Empresarios, sindicalistas y delegados del MTSS concurrieron ayer a los Consejos de Salarios con la cabeza puesta en el Mundial de Sudáfrica. Por eso la sesión duró poco y casi nada se avanzó.
Ayer, la delegación empresarial fijó su posición sobre los lineamientos del Poder Ejecutivo. Así, los empleadores pidieron que haya autonomía para las partes a la hora de definir la extensión de los convenios (aunque plantearon un mínimo de un año).
Otro aspecto consiste en que se excluya del PIB el valor de la producción en zonas francas, por considerar que afectaría el salario de sectores ajenos a esa actividad. En ese marco, los empresarios pidieron que el PIB no incida en los ajustes o que como máximo represente el 20% en la configuración de los aumentos. Así, el restante 80% correspondería a las variables sectoriales.
Coincidieron con el gobierno en que los ajustes sean anuales, y en los lineamientos para el crecimiento del salario mínimo.

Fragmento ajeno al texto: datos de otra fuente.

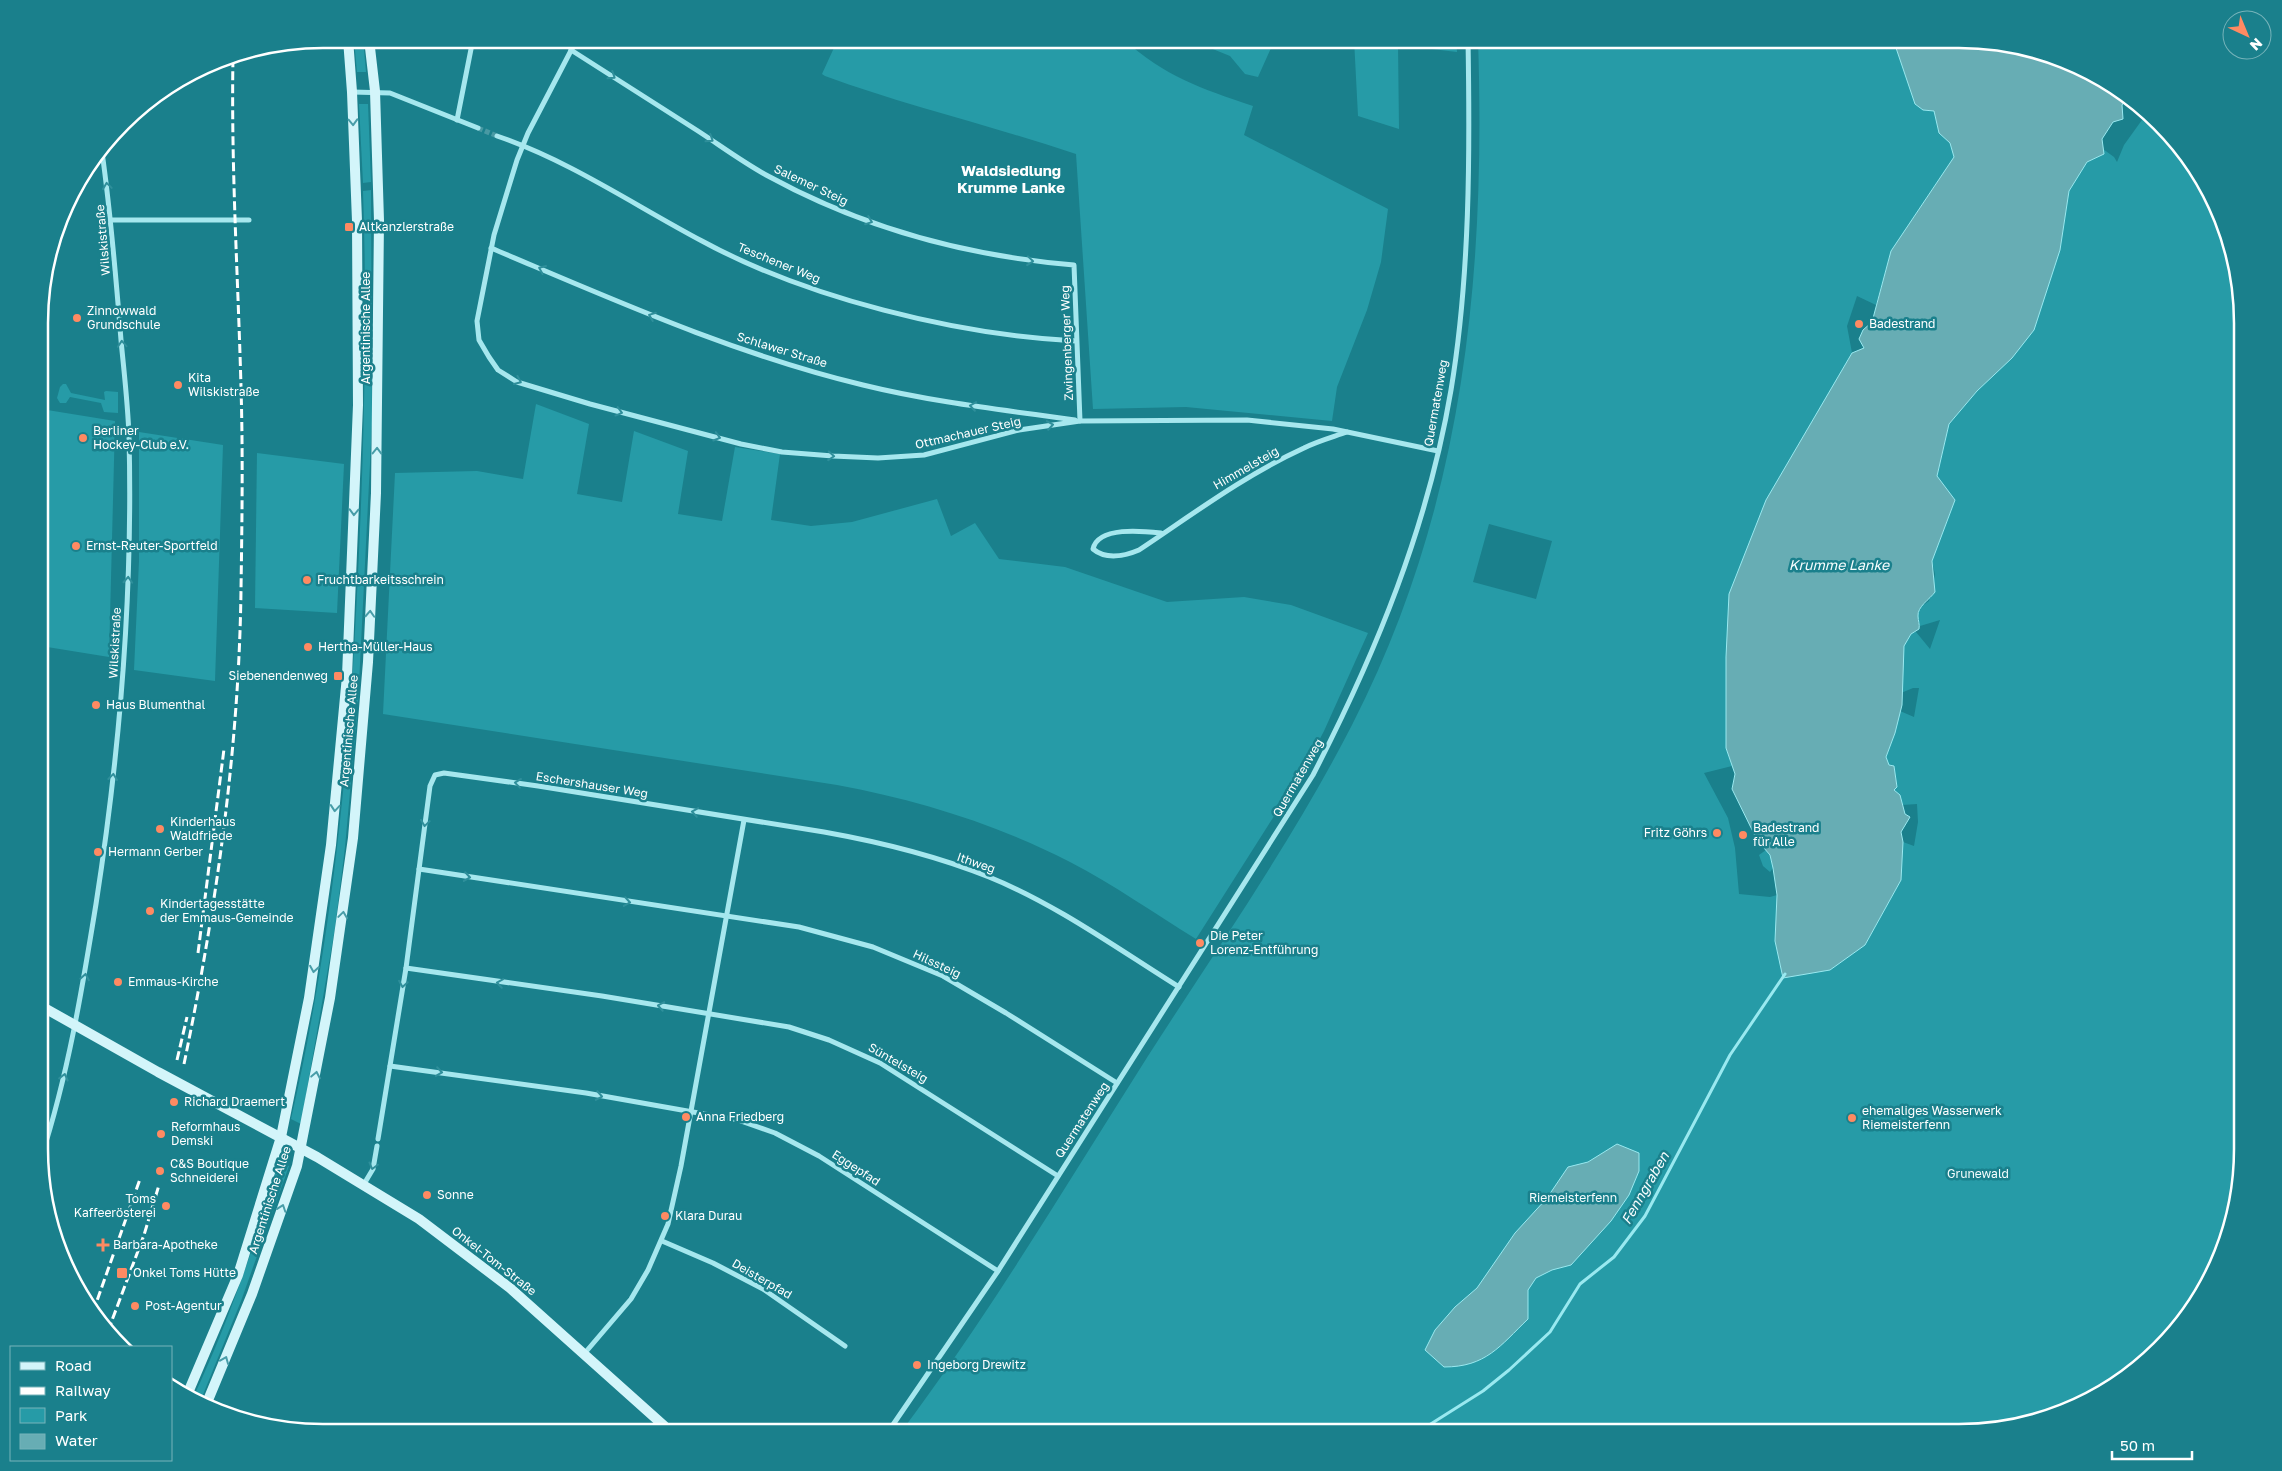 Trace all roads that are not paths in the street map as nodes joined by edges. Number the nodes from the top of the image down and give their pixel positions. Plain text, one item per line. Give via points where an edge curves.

También se aceptó que la inflación proyectada se mida en base a datos del Banco Central.
En tanto, el dirigente del Pit-Cnt, Richard Read, opinó que estos elementos varían los números finales de los potenciales aumentos; también demandó que si hay "autonomía para fijar plazos" también debería haberla para negociar que los ajustes sean semestrales.
Ambas partes resaltaron ayer el faltazo del Ministerio de Economía, ya que esperaban escuchar su posición sobre eventuales cambios en los lineamientos.
El Pit-Cnt exigió que no haya dilatorias ante el vencimiento de 89 convenios este 30 de junio. Como avance, los 24 grupos madre (que abarcan las 220 mesas de negociación) se constituirán la próxima semana.